** EXERCISE **
Starting at the first line and ending at the last, repeat the material word for word.

** Opening DATA FOR PROCESSING block **

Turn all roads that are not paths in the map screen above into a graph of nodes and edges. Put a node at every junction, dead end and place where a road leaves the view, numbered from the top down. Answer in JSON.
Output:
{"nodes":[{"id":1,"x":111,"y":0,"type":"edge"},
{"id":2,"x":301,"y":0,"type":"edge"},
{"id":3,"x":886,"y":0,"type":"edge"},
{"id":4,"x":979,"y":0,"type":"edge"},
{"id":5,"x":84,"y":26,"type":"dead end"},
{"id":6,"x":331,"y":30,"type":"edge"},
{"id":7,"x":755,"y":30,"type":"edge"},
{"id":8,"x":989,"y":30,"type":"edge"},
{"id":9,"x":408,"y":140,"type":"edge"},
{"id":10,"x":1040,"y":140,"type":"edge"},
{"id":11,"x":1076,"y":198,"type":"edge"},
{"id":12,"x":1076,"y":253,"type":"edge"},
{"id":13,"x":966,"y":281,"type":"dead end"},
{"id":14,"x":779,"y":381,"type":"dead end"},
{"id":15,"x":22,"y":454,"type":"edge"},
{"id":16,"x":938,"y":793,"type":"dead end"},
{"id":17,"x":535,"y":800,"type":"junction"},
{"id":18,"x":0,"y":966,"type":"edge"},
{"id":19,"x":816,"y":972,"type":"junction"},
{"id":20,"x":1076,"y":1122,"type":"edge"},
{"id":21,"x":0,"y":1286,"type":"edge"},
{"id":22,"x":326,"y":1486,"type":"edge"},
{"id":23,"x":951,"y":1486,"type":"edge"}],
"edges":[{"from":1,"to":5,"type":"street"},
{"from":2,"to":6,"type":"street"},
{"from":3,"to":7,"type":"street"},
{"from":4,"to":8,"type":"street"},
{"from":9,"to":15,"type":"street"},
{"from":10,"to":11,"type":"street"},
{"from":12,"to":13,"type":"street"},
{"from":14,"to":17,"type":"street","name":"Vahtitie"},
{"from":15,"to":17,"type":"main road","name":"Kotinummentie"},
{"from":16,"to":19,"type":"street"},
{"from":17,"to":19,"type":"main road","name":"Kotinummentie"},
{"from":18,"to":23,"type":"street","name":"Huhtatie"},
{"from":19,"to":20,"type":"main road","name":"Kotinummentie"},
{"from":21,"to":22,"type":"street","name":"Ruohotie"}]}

** Closing DATA FOR PROCESSING block **

** EXERCISE OUTPUT **
Turn all roads that are not paths in the map screen above into a graph of nodes and edges. Put a node at every junction, dead end and place where a road leaves the view, numbered from the top down. Answer in JSON.
Output:
{"nodes":[{"id":1,"x":111,"y":0,"type":"edge"},
{"id":2,"x":301,"y":0,"type":"edge"},
{"id":3,"x":886,"y":0,"type":"edge"},
{"id":4,"x":979,"y":0,"type":"edge"},
{"id":5,"x":84,"y":26,"type":"dead end"},
{"id":6,"x":331,"y":30,"type":"edge"},
{"id":7,"x":755,"y":30,"type":"edge"},
{"id":8,"x":989,"y":30,"type":"edge"},
{"id":9,"x":408,"y":140,"type":"edge"},
{"id":10,"x":1040,"y":140,"type":"edge"},
{"id":11,"x":1076,"y":198,"type":"edge"},
{"id":12,"x":1076,"y":253,"type":"edge"},
{"id":13,"x":966,"y":281,"type":"dead end"},
{"id":14,"x":779,"y":381,"type":"dead end"},
{"id":15,"x":22,"y":454,"type":"edge"},
{"id":16,"x":938,"y":793,"type":"dead end"},
{"id":17,"x":535,"y":800,"type":"junction"},
{"id":18,"x":0,"y":966,"type":"edge"},
{"id":19,"x":816,"y":972,"type":"junction"},
{"id":20,"x":1076,"y":1122,"type":"edge"},
{"id":21,"x":0,"y":1286,"type":"edge"},
{"id":22,"x":326,"y":1486,"type":"edge"},
{"id":23,"x":951,"y":1486,"type":"edge"}],
"edges":[{"from":1,"to":5,"type":"street"},
{"from":2,"to":6,"type":"street"},
{"from":3,"to":7,"type":"street"},
{"from":4,"to":8,"type":"street"},
{"from":9,"to":15,"type":"street"},
{"from":10,"to":11,"type":"street"},
{"from":12,"to":13,"type":"street"},
{"from":14,"to":17,"type":"street","name":"Vahtitie"},
{"from":15,"to":17,"type":"main road","name":"Kotinummentie"},
{"from":16,"to":19,"type":"street"},
{"from":17,"to":19,"type":"main road","name":"Kotinummentie"},
{"from":18,"to":23,"type":"street","name":"Huhtatie"},
{"from":19,"to":20,"type":"main road","name":"Kotinummentie"},
{"from":21,"to":22,"type":"street","name":"Ruohotie"}]}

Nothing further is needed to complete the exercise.